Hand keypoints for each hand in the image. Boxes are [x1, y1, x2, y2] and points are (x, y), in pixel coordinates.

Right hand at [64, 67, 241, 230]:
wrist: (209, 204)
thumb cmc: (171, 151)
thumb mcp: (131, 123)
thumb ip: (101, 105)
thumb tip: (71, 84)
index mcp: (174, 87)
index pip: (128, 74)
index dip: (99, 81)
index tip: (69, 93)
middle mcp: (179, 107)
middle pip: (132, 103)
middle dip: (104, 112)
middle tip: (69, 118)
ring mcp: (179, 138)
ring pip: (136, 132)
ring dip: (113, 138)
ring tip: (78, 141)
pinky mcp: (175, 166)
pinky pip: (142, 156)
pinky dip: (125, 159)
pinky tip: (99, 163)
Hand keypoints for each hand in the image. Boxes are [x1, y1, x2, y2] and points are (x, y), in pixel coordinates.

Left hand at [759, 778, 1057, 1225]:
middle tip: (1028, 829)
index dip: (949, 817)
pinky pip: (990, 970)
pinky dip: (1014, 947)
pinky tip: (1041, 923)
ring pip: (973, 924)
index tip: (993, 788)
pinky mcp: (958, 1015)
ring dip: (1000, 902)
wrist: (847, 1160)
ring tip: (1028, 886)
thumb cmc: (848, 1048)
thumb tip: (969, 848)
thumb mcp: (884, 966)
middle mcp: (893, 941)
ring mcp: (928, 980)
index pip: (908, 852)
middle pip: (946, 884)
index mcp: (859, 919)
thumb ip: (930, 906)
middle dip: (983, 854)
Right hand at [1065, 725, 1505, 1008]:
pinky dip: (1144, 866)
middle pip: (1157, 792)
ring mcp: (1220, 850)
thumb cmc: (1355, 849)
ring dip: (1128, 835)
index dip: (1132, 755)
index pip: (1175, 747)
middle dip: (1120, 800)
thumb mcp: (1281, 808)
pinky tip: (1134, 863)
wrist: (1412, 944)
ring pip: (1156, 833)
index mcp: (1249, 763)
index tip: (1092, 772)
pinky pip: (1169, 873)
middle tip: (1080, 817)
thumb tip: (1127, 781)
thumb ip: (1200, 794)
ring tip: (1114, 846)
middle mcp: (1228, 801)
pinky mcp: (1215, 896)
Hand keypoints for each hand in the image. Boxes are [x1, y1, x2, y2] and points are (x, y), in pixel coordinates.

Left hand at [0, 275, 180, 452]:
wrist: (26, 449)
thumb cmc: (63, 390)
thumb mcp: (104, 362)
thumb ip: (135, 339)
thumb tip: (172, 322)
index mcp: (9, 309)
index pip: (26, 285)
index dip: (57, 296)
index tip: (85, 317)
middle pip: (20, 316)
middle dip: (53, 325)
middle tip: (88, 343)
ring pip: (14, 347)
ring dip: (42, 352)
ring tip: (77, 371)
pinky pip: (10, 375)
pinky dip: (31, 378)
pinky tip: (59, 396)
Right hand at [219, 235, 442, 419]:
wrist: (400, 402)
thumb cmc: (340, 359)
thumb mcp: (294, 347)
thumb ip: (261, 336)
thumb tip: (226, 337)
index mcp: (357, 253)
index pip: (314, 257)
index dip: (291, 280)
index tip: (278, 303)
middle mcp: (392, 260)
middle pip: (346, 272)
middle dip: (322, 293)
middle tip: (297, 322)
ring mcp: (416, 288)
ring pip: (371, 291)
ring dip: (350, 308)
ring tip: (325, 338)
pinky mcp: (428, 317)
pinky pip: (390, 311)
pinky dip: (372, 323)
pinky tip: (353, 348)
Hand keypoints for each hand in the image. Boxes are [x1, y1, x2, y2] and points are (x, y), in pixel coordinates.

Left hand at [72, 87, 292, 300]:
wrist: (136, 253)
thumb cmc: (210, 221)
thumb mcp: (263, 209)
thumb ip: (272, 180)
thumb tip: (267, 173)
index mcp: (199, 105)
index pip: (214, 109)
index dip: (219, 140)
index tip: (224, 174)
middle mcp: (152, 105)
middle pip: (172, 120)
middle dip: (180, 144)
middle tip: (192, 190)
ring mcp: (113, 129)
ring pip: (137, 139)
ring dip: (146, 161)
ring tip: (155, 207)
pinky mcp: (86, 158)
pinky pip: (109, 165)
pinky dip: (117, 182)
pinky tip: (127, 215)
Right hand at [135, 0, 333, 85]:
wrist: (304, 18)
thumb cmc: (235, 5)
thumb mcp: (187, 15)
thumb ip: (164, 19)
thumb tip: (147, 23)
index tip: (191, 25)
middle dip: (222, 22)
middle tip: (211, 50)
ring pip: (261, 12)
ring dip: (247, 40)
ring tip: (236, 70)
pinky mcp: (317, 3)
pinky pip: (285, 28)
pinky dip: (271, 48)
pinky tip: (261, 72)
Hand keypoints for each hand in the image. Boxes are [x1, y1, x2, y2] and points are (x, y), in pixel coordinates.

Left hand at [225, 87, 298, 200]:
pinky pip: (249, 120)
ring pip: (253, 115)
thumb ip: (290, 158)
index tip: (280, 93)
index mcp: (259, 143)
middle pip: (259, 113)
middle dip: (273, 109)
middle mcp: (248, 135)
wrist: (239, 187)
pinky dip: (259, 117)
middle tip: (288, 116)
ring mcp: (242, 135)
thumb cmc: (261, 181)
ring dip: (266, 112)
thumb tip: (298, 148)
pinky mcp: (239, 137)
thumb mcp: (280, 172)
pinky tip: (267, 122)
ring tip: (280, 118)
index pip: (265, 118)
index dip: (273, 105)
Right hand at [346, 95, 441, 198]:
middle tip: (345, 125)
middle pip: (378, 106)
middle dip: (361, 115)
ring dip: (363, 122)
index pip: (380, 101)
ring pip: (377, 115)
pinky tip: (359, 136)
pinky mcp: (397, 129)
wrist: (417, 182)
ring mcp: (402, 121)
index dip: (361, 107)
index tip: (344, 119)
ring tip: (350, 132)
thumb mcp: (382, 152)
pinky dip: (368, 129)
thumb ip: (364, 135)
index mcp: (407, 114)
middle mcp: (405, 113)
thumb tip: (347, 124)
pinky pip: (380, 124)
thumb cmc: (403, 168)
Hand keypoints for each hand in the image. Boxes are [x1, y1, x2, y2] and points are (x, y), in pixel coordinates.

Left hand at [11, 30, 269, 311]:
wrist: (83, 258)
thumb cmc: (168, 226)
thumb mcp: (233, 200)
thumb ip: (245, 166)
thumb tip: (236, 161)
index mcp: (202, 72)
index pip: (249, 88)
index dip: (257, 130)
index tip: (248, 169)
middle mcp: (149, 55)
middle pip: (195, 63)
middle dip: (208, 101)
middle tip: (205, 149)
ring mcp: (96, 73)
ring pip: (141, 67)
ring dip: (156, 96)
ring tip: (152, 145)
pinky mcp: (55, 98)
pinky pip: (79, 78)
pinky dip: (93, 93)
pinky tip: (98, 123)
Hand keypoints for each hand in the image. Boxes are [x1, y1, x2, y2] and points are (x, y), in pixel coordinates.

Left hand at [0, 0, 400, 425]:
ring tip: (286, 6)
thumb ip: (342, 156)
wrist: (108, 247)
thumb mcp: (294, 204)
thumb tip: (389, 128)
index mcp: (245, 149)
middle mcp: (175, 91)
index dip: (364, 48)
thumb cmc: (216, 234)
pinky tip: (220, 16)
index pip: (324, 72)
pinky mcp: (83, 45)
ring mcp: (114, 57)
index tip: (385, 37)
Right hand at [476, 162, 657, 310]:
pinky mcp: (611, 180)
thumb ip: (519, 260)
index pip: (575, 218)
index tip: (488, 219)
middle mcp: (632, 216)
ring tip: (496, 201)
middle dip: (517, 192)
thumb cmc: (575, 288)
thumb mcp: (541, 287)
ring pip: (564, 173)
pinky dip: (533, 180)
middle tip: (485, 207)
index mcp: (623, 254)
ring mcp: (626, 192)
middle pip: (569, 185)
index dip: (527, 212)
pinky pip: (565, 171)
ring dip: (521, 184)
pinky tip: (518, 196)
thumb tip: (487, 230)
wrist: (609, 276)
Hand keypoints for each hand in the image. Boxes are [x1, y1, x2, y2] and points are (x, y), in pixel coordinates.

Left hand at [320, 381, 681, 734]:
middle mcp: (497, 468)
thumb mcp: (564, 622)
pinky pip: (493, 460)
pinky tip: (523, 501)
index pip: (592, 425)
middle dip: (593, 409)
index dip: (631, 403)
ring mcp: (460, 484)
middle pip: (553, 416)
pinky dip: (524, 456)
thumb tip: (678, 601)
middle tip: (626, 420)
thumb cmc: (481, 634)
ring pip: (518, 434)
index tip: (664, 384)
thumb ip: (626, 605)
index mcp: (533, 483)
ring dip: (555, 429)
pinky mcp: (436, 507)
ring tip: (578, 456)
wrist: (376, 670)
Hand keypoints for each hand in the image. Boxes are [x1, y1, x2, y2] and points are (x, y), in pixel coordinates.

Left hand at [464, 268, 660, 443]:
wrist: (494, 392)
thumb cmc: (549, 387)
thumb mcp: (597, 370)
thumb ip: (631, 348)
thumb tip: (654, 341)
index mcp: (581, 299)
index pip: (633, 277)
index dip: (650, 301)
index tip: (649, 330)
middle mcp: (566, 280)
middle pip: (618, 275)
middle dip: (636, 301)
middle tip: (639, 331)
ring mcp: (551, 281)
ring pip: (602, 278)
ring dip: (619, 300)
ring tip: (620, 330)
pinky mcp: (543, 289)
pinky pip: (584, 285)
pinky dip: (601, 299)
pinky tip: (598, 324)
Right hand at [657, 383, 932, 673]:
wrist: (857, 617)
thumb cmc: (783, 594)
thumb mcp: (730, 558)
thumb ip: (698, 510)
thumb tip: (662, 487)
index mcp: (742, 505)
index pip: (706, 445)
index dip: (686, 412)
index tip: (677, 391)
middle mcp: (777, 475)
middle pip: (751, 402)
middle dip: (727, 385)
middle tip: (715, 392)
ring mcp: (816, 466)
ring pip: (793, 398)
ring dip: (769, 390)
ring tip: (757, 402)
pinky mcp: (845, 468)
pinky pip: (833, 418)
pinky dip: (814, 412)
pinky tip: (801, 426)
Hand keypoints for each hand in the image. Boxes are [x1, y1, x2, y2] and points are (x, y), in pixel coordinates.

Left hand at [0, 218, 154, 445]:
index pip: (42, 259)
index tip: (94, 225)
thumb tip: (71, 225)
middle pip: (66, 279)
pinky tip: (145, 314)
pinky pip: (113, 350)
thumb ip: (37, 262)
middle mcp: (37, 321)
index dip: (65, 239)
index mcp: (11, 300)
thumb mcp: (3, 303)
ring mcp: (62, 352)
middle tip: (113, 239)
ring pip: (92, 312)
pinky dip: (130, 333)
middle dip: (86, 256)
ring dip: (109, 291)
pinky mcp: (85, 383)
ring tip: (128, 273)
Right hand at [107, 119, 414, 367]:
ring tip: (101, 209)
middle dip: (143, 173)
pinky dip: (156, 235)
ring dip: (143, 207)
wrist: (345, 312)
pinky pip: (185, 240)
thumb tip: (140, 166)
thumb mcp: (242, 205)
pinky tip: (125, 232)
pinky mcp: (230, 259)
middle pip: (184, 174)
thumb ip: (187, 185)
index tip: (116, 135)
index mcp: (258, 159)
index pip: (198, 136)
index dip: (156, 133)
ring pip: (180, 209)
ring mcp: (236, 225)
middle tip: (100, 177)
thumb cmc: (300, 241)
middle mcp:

## Instructions to follow
Count the lines above that contain the word "Left". Give only the number.

## Answer below
9